In any case, I plan on having a good time with the kids.  Try to keep their minds of missing the mommy.  I will have to take em to the zoo or something.

Catching Up

Things have happened since my last entry. Things usually do. So we’ll play catch up.

We are still waiting for the official results of Misha’s FISH test to set the severity of his deletion. We are assuming that it will be not terribly large, considering his consistent progress. He is doing very well cruising around and even launching himself between objects while taking a few steps. He has caught on really well to three words in ASL: eat, drink, and more. Very important. He seems be be communicating his needs better as well. Nearly everyday, he is doing something new and exciting, at least for us.

Had a couple of crazy weekends in a row. The first came after a tiring week where my wife participated in the local “Living Traditions” festival. A friend of hers got her involved with the Utah Arts Council. I, who was not planning on having anything to do with it, was sucked in like a bug into a vacuum. I had part of a week to build her a new puppet theater. Luckily there was a good “recipe” online which proved very simple and effective. After I finished building it, she made me learn how to operate a sewing machine in order to make the covers for it. A sewing machine was never meant for man to operate. This was all while she was busy painting and making puppets.

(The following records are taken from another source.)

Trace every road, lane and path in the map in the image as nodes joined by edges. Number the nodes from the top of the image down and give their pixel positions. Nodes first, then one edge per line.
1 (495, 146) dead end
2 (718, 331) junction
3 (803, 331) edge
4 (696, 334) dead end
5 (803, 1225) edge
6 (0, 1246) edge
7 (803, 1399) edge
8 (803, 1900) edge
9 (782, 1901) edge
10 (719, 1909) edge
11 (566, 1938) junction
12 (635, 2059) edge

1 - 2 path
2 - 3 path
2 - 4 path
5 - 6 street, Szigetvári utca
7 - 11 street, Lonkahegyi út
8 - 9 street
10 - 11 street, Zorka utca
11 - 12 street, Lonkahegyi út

She then made me drive her up, assemble and participate in the puppet shows which we did every 10-15 minutes for 3 hours. It was awful. After finishing that, we traveled back home, picked up my son, ate lunch then went back for another 3 hour stint. Luckily, we didn’t have to do any more puppet shows, but sadly, my entire time was spent watching the kids. I even missed the bagpipers.

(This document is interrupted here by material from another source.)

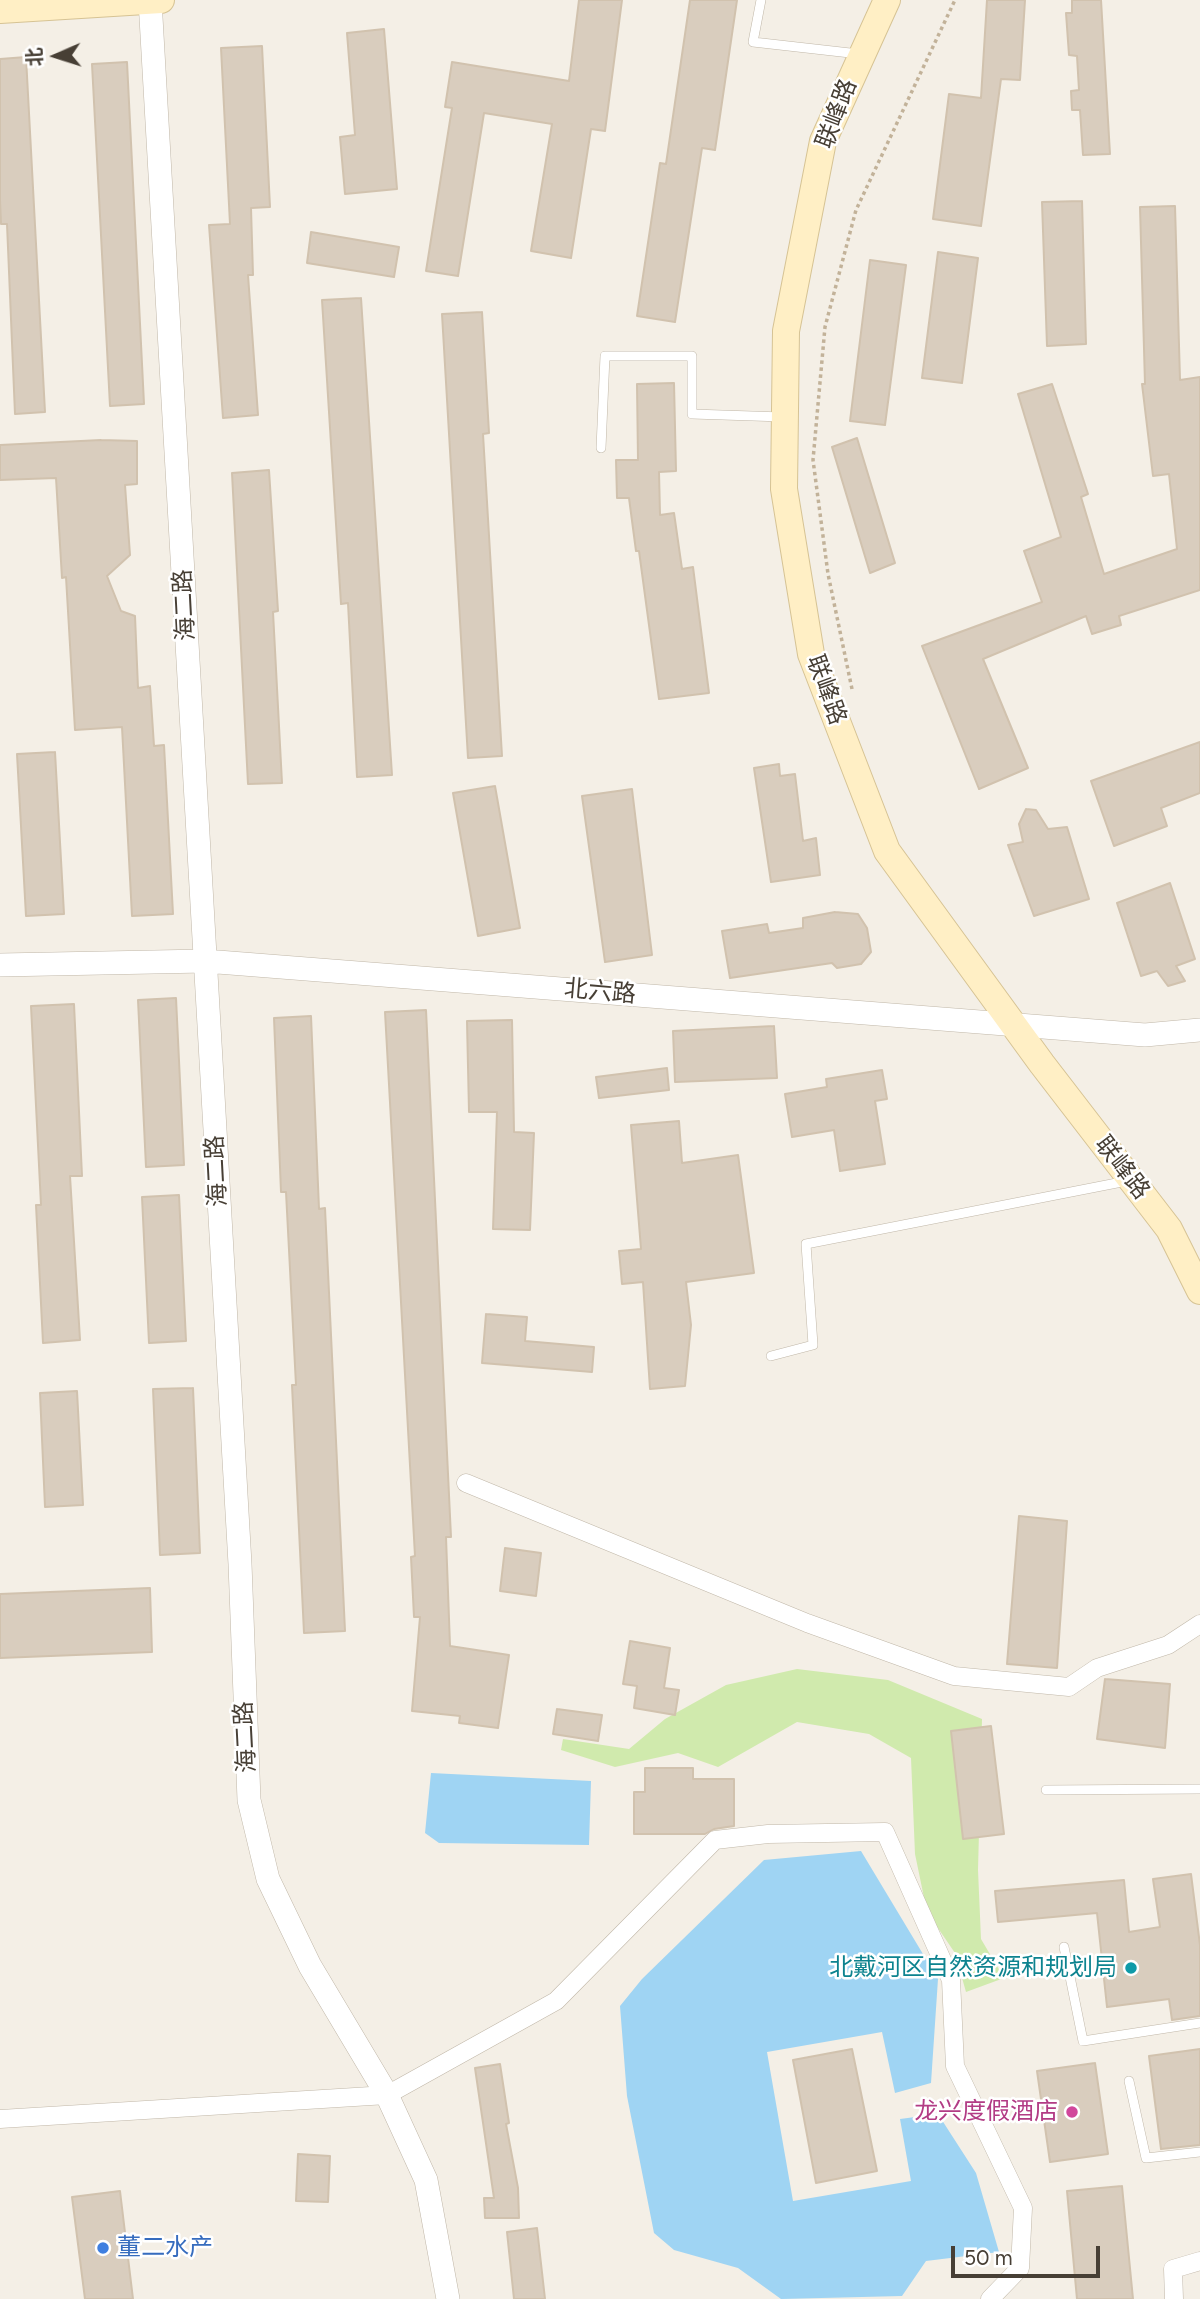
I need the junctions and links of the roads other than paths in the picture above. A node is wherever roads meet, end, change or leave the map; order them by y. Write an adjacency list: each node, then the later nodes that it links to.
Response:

This weekend I took my wife to see Pirates III, met another 1p36 family and celebrated Memorial Day by spending all day in the mountains.  It was exhausting.  Meeting the other family was definitely a highlight.  They aren’t terribly far away and it’s nice to talk with people who are a little further along this adventure than we are.  Their little girl was fun to watch and we learned some new signs to work with Misha on.

Some weekend, I want to spend the entire thing relaxing.  Maybe sometime when they send me out on business, I’ll get to…but I doubt it.

We just got a call from the geneticists at Primary Children’s. We nailed it! My research efforts were dead on. We are now the proud parents of a 1p36 kid. You would think my feelings would be more bittersweet, and maybe that will come later, but in reality, it’s an enormous relief to have a diagnosis. They are finishing up the FISH test to determine the severity. So the search is over and the work begins.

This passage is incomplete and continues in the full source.